Sembra che alcuni trader sapessero in anticipo dell’annuncio del presidente sulle trattative con l’Iran e ne abbiano approfittato per realizzare forti profitti
Queste piattaforme stanno diventando più popolari proprio perché la loro attività è difficile da tracciare. Le scommesse sono effettuate in criptovalute come i bitcoin e quindi sono sottoposte a meno restrizioni e lasciano meno tracce rispetto al sistema bancario tradizionale. Inoltre sono decentralizzate e aperte a utenti di tutto il mondo ed è molto difficile regolamentarle o chiuderle. Non sarebbe esagerato ipotizzare che alcune di quelle scommesse sospette provenissero direttamente dall’amministrazione Trump. Da quando è in carica la sua famiglia ha lanciato diversi investimenti in criptovalute. Un’inchiesta del New York Times ha scoperto che ha guadagnato almeno un miliardo e mezzo di dollari nel primo anno del suo secondo mandato. Questo non significa necessariamente che Trump stia dando dritte a qualcuno. È un esibizionista confuso circondato da una schiera di tirapiedi, e non è impensabile che qualcuno raccolga le informazioni che si lascia sfuggire per poi sfruttarle o rivenderle.

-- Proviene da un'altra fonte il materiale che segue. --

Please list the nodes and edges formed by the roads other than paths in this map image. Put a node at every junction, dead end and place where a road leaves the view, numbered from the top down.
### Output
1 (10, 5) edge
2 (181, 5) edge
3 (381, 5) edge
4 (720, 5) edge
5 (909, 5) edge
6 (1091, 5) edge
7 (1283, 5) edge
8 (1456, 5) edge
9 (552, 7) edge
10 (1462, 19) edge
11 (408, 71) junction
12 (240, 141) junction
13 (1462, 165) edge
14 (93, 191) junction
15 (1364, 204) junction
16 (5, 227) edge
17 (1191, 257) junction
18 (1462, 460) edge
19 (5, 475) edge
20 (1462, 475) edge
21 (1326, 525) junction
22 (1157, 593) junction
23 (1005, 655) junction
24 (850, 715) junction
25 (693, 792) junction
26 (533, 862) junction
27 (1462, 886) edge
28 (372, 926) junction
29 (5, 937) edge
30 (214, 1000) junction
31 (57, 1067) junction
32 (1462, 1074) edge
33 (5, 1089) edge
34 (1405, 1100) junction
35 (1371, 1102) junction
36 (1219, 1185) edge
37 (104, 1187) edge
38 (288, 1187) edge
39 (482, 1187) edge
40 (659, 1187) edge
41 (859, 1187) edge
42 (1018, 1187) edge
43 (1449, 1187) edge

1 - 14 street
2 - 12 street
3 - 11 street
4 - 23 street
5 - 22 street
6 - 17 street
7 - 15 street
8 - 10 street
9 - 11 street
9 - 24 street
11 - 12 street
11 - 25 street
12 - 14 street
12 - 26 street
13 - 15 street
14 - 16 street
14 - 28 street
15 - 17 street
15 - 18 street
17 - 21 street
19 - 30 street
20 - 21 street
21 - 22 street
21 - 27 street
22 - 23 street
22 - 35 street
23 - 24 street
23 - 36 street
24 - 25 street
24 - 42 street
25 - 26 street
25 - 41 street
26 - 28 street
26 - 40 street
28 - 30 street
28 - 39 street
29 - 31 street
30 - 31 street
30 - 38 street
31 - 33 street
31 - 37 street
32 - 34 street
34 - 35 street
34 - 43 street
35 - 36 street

Ma c’è un cambiamento culturale più generale: l’idea di monetizzare tutto il possibile, dalla presidenza alla propria presenza online, e trasformare i cittadini in polli da spennare. È un’intera industria. Nella manosfera ci sono influencer che vendono discutibili piattaforme di investimento, con l’allusione implicita che quello sia il modo per accedere allo sfarzoso stile di vita che esibiscono sui social media. Vendono l’idea che i vincenti nella società abbiano una formula, una ricetta segreta, accesso a informazioni riservate, e che anche voi ne abbiate bisogno.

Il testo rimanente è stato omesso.